Unstable boulders will force I-70 closure at Georgetown Tuesday

Special to the DailyThe state Department of Transportation is removing dangerous boulders that are as big as pickup trucks from above Interstate 70 near Georgetown next week. The interstate will be closed at Georgetown in both directions Tuesday, and maybe Wednesday.

EAGLE COUNTY, Colorado – You know that rock face just east of Georgetown along I-70? And when you drive by it, you think, “If one of those boulder came down it could ruin someone’s entire day”?

Well, the state Department of Transportation is bringing some down of those boulders, because they don’t want your day ruined, or your life.

Next Tuesday and possibly Wednesday, the Colorado Department of Transportation will close Interstate 70 in both directions to remove big rocks, before the rocks remove themselves and land on the highway below.

The work will begin at 9 a.m. Tuesday, and last all day. If they’re not done, the closure will run Wednesday, said CDOT Regional Transportation Director Tony DeVito. The object is to remove an unstable cluster, which would be a great name for a rock band, except that this unstable cluster is actually dangerous.

Because it’s springtime in the Rockies and snow isn’t the only thing that falls.

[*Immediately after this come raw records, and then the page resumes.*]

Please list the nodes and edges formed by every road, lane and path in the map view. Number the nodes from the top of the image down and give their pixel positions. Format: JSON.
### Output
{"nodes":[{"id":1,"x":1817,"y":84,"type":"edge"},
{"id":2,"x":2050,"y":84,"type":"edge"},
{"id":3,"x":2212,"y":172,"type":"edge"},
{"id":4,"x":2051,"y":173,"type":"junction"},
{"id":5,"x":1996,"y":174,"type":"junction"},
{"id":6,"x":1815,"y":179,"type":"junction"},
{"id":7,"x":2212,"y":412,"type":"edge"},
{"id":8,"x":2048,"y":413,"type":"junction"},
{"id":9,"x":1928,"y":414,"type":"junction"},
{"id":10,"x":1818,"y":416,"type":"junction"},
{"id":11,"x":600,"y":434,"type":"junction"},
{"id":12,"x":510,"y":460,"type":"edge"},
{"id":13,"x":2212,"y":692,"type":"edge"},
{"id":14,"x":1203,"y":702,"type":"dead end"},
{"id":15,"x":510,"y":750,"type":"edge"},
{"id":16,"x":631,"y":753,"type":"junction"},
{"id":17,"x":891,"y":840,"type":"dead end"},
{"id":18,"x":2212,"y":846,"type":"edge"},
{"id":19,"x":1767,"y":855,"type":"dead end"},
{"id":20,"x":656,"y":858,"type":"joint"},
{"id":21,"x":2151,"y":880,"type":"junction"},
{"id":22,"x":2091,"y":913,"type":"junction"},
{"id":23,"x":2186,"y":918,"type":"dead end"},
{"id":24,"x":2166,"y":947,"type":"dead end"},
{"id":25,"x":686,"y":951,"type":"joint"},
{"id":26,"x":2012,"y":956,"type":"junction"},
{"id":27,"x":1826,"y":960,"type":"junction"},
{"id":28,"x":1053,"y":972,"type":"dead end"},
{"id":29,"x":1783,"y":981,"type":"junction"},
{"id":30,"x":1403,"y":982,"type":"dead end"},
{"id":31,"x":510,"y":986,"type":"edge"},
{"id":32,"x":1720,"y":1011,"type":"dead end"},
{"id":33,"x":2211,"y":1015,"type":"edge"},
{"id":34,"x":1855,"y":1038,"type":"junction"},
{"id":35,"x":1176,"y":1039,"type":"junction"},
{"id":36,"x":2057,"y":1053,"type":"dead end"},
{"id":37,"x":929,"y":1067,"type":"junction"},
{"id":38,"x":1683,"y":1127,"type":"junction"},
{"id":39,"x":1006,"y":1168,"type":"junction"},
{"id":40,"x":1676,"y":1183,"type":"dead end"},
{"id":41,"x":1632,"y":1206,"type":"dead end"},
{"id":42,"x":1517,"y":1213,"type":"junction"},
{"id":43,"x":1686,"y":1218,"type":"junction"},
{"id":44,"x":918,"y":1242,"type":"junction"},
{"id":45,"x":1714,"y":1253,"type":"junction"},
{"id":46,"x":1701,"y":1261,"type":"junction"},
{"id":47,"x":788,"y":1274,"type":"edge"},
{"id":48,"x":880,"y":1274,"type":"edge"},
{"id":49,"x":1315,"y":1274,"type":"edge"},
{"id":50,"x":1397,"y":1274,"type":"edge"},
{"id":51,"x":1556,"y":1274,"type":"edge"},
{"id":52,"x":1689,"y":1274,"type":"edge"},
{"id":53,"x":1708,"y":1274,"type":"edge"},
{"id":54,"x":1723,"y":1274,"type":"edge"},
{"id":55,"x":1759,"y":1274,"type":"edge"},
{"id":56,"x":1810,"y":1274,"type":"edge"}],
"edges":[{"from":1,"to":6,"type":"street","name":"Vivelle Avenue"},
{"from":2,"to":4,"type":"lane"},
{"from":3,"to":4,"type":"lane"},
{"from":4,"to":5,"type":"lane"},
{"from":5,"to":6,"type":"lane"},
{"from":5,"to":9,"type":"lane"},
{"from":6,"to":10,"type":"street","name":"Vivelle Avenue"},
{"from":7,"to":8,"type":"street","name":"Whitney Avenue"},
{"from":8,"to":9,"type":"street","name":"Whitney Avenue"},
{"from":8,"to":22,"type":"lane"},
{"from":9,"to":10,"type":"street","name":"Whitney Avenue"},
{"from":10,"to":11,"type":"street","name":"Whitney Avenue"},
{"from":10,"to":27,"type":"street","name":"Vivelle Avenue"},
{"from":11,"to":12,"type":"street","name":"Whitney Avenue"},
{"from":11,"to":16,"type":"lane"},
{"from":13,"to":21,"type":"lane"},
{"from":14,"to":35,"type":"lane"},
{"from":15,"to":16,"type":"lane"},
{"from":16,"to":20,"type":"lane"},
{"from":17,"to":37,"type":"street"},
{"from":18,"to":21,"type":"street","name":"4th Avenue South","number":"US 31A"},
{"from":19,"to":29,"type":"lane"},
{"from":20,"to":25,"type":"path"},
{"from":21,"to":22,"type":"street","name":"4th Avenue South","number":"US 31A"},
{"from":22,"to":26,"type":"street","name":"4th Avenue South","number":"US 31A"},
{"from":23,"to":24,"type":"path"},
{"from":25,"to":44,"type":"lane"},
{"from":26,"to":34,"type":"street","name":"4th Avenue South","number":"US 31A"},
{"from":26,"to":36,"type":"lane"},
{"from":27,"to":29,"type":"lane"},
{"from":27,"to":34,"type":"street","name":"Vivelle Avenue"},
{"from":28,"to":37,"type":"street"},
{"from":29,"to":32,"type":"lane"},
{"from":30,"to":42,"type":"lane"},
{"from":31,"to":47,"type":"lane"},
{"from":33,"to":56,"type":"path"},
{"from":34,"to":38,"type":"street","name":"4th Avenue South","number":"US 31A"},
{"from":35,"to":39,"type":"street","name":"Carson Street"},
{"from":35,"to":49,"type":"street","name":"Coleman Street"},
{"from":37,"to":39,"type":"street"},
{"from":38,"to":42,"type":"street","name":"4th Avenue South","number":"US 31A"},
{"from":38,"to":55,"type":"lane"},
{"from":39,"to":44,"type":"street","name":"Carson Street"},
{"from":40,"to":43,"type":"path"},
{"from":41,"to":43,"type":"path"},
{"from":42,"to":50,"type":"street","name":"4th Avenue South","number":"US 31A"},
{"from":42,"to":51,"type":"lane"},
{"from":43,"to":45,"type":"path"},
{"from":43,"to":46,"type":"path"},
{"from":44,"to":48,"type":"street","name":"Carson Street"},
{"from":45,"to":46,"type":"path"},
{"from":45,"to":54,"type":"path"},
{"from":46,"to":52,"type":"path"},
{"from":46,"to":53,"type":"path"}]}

“We need to get this done now because it’s the time of year we experience the recurring freeze and thaw along with those wet snows that make the mountainous areas more susceptible to rockfall,” DeVito said.

These boulders could come down on their own, DeVito said, and this is the only way to control when and where they fall.

“When you’re dealing with weathered and deteriorated slope conditions and wedged rocks, there is little predictability,” DeVito said. “We absolutely cannot allow traffic to travel on Georgetown Hill while the work is occurring since falling rock could reach the roadway and break apart even further.”

Yes, they understand that it’s inconvenient, but it’s also necessary, DeVito said.

“There’s never a good time to have a full closure of I-70, especially during the daytime, but we cannot delay this. We would rather be proactive and bring this hazard down in a controlled method than be reactive. We will not risk public safety.”

“We’re doing everything possible to communicate with our guests regarding their various options for arriving at our resorts,” said Jen Brown, communications director for Beaver Creek mountain. “Our hotels and Colorado Mountain Express are contacting all the guests with reservations to let them know we’ll accommodate them.

You can still travel along the I-70 corridor, you just need to be through Georgetown before 9 a.m. and wait to head back down after 5 p.m., Brown said.

They’ll send an email to Colorado pass holders with what might be the perfect solution.

“How about spending the night and making a mid-week stay of it?” Brown said. “There’s no better reason to play hooky and get in a couple extra days, especially with such excellent conditions.”

“It’s a serious situation and we’re going to have to make it work. It’s an impending safety hazard,” said Greg Fulton, president of the Colorado Motor Carriers Association.

It will affect operations, costs and schedules for truckers, Fulton said.

“I-70 is a critical thoroughfare and closing it even for a day makes it very difficult,” Fulton said. “We have only two major east-west cross-country routes, I-70 and I-80, that actually work.”

A trucker has 11 hours a day; after that they have to park. Closing I-70, or a 90-minute detour becomes part of that.

“Walk through Vail and it’s charming, but there’s not much storage. Many of those businesses depend on a truck delivery every day,” Fulton said. “We’re in a point, click and purchase society. People buy something online and two or three days later a truck shows up at your house.”

On March 8, 2010, a rock of serious size fell from the cliffs above Glenwood Canyon, crashing to the bridge below and punching a massive hole in the highway. It closed a 17-mile stretch of highway and forced motorists to detour 200 miles, all the way to Steamboat Springs and around.

It took days to open a single lane of traffic, a couple weeks to get it fixed. It cost around $800,000.